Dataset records

*****

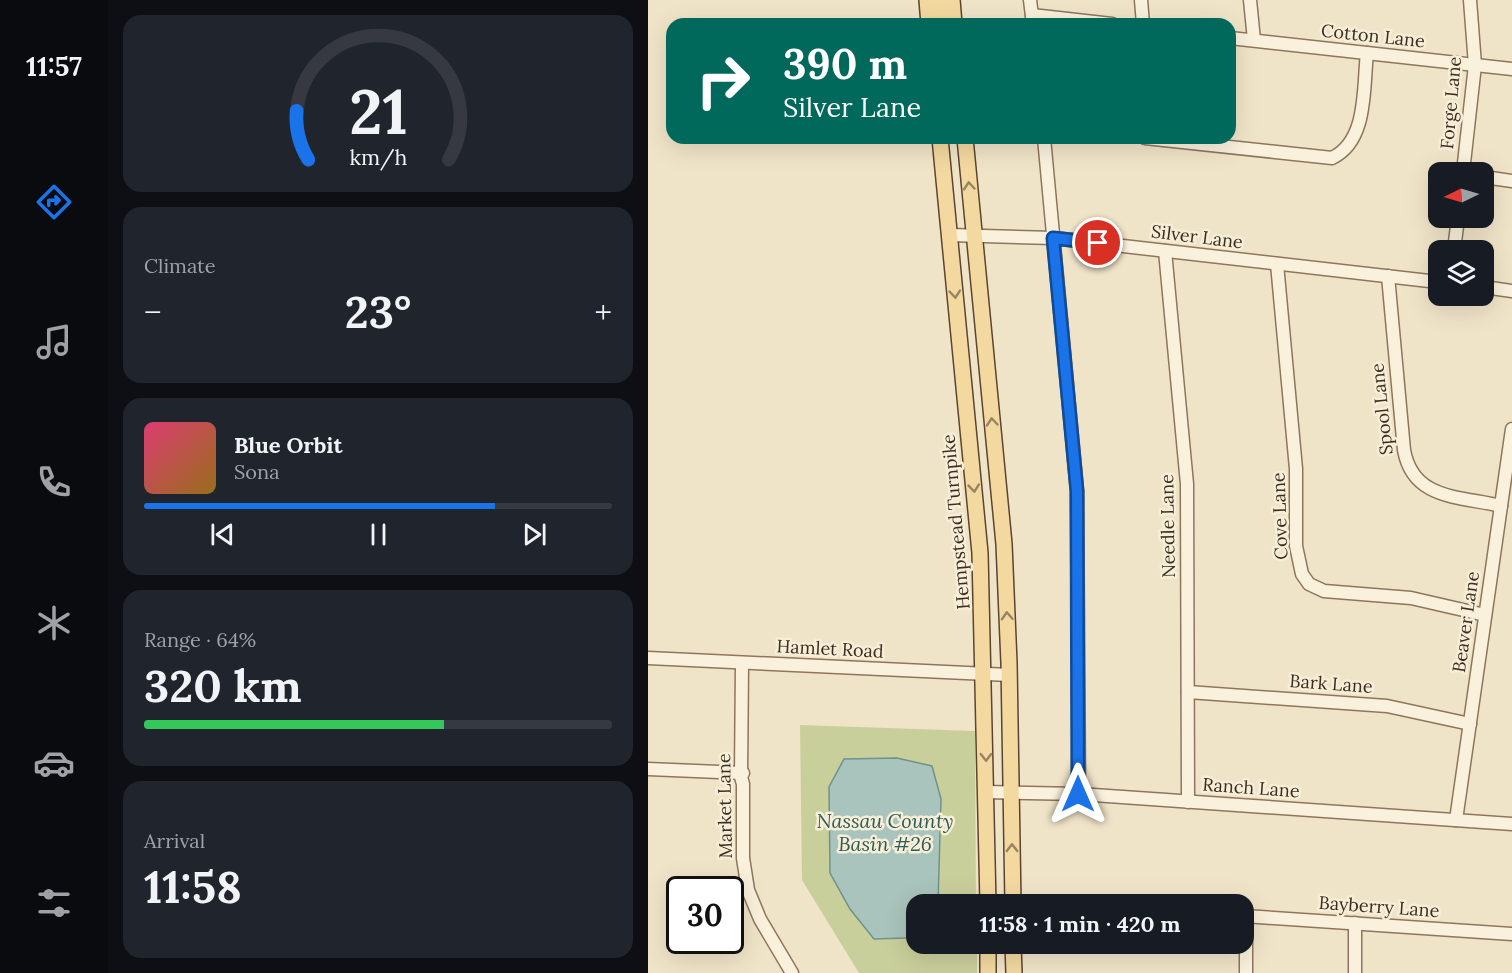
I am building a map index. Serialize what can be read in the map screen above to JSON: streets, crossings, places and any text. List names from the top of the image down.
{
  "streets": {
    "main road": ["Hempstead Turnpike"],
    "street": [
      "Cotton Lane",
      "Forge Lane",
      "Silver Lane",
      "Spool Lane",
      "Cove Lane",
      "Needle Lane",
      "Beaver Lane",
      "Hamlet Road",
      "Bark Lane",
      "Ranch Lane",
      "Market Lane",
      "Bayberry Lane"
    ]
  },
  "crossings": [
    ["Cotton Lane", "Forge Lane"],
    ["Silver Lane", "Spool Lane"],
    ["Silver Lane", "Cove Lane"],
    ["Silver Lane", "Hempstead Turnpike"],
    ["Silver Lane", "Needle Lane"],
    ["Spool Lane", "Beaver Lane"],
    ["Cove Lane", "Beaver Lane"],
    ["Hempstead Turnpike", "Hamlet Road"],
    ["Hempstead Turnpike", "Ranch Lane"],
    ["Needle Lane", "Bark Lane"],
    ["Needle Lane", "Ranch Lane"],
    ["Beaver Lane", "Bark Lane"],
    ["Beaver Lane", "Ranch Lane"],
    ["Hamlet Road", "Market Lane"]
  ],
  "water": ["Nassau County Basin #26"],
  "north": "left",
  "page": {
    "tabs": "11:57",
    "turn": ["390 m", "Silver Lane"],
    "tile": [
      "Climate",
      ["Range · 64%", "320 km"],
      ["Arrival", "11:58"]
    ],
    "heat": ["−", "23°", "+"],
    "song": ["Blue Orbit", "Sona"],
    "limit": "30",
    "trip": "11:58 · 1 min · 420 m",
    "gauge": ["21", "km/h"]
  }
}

*****

## Task description
Each record above must be returned exactly as written, with its pictures omitted.

## Answer for the task
I am building a map index. Serialize what can be read in the map screen above to JSON: streets, crossings, places and any text. List names from the top of the image down.
{
  "streets": {
    "main road": ["Hempstead Turnpike"],
    "street": [
      "Cotton Lane",
      "Forge Lane",
      "Silver Lane",
      "Spool Lane",
      "Cove Lane",
      "Needle Lane",
      "Beaver Lane",
      "Hamlet Road",
      "Bark Lane",
      "Ranch Lane",
      "Market Lane",
      "Bayberry Lane"
    ]
  },
  "crossings": [
    ["Cotton Lane", "Forge Lane"],
    ["Silver Lane", "Spool Lane"],
    ["Silver Lane", "Cove Lane"],
    ["Silver Lane", "Hempstead Turnpike"],
    ["Silver Lane", "Needle Lane"],
    ["Spool Lane", "Beaver Lane"],
    ["Cove Lane", "Beaver Lane"],
    ["Hempstead Turnpike", "Hamlet Road"],
    ["Hempstead Turnpike", "Ranch Lane"],
    ["Needle Lane", "Bark Lane"],
    ["Needle Lane", "Ranch Lane"],
    ["Beaver Lane", "Bark Lane"],
    ["Beaver Lane", "Ranch Lane"],
    ["Hamlet Road", "Market Lane"]
  ],
  "water": ["Nassau County Basin #26"],
  "north": "left",
  "page": {
    "tabs": "11:57",
    "turn": ["390 m", "Silver Lane"],
    "tile": [
      "Climate",
      ["Range · 64%", "320 km"],
      ["Arrival", "11:58"]
    ],
    "heat": ["−", "23°", "+"],
    "song": ["Blue Orbit", "Sona"],
    "limit": "30",
    "trip": "11:58 · 1 min · 420 m",
    "gauge": ["21", "km/h"]
  }
}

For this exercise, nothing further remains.